The time I chased after him, I was supposed to be watching him outside, but he escaped. I thought he went into the house, but he hadn’t. I took off for the store and caught up with him halfway there, chanting, “found penny. Going to Mike’s!” Mike’s was the name of the market. I didn’t want them calling my mother again. I feared the wooden spoon she used on me. That I remember.

I also remember I was in 9th grade when I got my last whipping with my father’s belt. Afterwards, he asked me why I made him do that. Well, Daddy I didn’t mean to jump into you, but I got stung by a bee. Excuses were not allowed.

Some memories are best forgotten, but those are the ones that pop up from time to time. Now that you’re depressed, don’t be. I survived my parents and moved away from them. They’re both dead now and I don’t miss either of them.

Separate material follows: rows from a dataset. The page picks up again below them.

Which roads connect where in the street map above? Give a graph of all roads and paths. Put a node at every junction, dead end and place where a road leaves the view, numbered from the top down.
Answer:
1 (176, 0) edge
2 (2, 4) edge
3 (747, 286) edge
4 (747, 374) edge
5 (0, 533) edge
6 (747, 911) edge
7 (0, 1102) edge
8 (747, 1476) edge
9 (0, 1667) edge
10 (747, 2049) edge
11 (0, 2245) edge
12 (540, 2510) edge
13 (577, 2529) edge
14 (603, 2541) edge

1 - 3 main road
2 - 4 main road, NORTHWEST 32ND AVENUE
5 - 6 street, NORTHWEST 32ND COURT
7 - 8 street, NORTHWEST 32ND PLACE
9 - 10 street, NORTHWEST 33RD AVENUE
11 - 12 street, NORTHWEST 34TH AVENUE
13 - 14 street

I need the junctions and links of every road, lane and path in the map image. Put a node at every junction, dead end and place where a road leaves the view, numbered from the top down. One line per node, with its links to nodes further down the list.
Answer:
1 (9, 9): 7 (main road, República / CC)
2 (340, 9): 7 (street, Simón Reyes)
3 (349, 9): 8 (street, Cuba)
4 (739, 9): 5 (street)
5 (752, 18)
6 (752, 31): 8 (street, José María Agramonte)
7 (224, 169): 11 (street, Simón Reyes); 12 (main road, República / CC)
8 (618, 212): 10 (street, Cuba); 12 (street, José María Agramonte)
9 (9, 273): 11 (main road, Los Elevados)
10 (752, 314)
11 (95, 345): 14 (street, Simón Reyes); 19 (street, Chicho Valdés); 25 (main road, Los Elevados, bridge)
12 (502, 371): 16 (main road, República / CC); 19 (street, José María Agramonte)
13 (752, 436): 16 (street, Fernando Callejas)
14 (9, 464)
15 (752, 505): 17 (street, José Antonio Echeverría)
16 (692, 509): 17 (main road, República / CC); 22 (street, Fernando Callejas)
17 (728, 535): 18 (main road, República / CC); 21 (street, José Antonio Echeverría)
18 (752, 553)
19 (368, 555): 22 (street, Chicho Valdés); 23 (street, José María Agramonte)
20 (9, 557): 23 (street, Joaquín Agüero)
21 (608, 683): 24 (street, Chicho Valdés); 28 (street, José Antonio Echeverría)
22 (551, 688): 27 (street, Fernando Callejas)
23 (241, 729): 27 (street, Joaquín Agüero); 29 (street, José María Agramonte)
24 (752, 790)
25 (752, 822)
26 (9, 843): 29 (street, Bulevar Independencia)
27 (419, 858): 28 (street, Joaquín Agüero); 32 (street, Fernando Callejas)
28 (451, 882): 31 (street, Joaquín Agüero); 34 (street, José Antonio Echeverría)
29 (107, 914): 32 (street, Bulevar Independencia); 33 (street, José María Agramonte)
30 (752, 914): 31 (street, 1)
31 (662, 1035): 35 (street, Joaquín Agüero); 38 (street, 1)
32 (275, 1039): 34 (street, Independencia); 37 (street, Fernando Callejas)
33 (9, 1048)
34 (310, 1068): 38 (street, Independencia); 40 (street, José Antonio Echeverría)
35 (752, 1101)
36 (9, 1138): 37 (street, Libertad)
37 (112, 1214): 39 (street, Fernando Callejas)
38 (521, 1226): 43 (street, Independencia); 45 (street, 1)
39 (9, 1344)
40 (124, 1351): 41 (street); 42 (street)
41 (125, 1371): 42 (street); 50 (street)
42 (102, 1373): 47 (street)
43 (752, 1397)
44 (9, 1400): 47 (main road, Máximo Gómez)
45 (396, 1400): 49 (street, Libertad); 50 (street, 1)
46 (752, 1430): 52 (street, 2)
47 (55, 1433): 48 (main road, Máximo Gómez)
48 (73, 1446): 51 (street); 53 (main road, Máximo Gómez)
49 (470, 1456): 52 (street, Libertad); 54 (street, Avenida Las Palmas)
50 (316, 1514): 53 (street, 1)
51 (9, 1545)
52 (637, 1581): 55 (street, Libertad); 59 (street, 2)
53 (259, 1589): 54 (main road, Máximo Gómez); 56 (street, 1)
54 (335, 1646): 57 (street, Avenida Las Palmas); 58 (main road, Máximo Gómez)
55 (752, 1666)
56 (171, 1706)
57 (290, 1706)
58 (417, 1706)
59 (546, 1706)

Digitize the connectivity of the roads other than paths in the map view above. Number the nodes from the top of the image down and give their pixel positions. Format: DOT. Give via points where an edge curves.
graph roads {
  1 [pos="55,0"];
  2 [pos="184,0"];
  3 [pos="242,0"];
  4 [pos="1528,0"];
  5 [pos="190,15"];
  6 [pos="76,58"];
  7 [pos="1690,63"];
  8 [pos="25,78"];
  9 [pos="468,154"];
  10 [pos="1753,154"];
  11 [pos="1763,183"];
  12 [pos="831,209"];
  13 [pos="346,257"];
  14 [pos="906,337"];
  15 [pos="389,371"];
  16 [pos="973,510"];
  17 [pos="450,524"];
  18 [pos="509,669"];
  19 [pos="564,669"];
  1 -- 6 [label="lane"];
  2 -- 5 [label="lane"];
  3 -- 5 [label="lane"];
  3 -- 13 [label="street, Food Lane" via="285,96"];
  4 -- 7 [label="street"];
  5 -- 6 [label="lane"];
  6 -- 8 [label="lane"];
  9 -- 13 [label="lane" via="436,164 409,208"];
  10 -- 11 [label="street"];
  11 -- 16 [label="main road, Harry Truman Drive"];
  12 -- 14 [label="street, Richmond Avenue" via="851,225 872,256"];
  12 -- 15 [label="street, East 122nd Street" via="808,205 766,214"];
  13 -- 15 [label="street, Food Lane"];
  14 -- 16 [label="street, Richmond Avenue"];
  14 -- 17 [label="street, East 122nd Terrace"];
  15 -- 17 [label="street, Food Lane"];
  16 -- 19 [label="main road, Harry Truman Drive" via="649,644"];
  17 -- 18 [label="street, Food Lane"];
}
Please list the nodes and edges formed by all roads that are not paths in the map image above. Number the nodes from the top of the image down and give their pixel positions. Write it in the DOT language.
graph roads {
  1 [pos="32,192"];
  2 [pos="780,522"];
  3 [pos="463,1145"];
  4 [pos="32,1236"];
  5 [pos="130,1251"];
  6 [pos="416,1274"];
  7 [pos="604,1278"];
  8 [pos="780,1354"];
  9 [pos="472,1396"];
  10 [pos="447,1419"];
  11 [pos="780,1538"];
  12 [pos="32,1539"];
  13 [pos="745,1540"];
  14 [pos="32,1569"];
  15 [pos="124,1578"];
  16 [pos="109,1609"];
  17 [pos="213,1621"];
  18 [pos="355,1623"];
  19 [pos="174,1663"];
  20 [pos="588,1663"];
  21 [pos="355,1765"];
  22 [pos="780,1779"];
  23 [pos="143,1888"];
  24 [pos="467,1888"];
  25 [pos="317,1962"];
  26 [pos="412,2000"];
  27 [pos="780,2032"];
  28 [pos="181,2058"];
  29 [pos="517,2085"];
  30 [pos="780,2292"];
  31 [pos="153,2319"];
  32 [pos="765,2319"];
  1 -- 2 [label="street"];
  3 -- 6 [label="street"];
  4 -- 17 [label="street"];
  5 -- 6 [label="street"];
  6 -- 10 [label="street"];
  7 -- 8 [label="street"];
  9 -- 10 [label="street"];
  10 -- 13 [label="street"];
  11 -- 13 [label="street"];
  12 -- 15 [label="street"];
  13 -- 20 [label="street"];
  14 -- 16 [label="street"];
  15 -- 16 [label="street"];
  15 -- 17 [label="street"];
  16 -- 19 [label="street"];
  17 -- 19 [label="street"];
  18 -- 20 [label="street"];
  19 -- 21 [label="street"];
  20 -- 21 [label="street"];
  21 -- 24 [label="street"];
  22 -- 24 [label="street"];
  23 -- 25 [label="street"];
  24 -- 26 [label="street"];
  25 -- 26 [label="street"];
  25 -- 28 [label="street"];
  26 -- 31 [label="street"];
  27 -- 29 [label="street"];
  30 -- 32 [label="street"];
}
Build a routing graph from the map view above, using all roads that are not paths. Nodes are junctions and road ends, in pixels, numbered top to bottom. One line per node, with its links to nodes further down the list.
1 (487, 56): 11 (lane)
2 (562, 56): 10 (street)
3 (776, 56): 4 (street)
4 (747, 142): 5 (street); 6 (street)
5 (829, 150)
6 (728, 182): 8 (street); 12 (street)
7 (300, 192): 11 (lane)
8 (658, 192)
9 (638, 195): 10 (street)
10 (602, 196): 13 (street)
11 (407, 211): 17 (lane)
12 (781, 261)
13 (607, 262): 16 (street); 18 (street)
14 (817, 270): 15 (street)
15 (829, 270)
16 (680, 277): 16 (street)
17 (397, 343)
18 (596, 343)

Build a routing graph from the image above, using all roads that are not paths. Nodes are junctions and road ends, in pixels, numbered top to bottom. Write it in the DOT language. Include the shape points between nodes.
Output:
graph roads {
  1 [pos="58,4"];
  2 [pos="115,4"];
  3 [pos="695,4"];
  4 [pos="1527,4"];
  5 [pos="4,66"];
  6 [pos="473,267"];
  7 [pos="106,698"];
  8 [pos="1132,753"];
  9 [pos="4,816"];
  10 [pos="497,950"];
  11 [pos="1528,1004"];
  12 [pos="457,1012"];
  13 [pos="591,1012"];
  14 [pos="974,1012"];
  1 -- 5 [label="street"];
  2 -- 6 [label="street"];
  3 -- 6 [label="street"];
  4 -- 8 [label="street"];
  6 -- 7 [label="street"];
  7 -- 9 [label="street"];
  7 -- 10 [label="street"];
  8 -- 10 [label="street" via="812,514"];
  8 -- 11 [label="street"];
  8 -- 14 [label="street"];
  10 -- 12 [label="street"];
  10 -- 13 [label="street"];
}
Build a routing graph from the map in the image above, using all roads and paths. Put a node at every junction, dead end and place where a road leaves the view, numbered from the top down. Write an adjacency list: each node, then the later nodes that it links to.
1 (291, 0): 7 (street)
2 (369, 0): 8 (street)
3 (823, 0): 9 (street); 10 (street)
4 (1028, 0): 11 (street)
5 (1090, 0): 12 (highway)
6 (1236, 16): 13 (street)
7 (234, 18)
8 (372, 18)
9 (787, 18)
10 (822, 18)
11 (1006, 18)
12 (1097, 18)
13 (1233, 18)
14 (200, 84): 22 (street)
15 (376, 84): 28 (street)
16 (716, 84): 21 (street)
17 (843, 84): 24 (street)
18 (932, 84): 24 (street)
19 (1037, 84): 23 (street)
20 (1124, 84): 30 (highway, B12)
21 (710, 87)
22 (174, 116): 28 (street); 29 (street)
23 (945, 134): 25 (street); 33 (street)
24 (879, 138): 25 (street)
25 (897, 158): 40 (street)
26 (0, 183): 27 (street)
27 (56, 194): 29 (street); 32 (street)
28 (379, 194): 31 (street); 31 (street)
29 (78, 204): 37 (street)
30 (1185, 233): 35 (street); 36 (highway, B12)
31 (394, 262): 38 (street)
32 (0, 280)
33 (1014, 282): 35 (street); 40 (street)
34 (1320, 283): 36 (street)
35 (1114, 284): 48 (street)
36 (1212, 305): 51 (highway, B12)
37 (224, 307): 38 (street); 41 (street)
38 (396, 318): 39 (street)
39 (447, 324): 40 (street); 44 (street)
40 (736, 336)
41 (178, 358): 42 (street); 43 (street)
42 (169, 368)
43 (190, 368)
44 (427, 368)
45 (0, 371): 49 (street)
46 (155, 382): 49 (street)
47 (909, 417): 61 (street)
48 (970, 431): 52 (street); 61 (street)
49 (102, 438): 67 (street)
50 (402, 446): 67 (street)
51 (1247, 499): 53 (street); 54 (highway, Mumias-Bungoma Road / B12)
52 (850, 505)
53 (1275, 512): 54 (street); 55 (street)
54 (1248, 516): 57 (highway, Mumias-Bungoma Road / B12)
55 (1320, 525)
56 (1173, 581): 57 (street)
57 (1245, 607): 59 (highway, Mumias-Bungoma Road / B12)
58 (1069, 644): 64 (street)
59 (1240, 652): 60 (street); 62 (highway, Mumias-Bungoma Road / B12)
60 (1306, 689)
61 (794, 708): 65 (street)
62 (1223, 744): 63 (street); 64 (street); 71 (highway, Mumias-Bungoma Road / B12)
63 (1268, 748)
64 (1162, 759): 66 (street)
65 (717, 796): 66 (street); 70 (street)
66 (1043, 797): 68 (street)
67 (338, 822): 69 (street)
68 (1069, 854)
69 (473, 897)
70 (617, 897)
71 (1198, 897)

My siblings have different, kinder memories for the most part. I don’t know how they did it. My youngest sister is permanently branded from when our mother hit her with a hot steam iron when she was 5. The oldest of my two brothers was abandoned by both my parents at age 15.

The sister 10 years younger than me was made responsible for our 4 youngest siblings at age 11. She finally ran away and was put in a foster home at age 13. She allowed our mother to live with her for several years when our mother was homeless.

I kicked my mother out of my apartment by calling the cops on her when she left my 5 year-old son alone in my apartment when he was home sick. She wound up in a shelter until one of my younger sisters took her back East, where she was kicked out of three nursing homes for scaring the other residents.

Mental illness is strong in our family. It doesn’t just run; it hops, skips, dances, and pirouettes.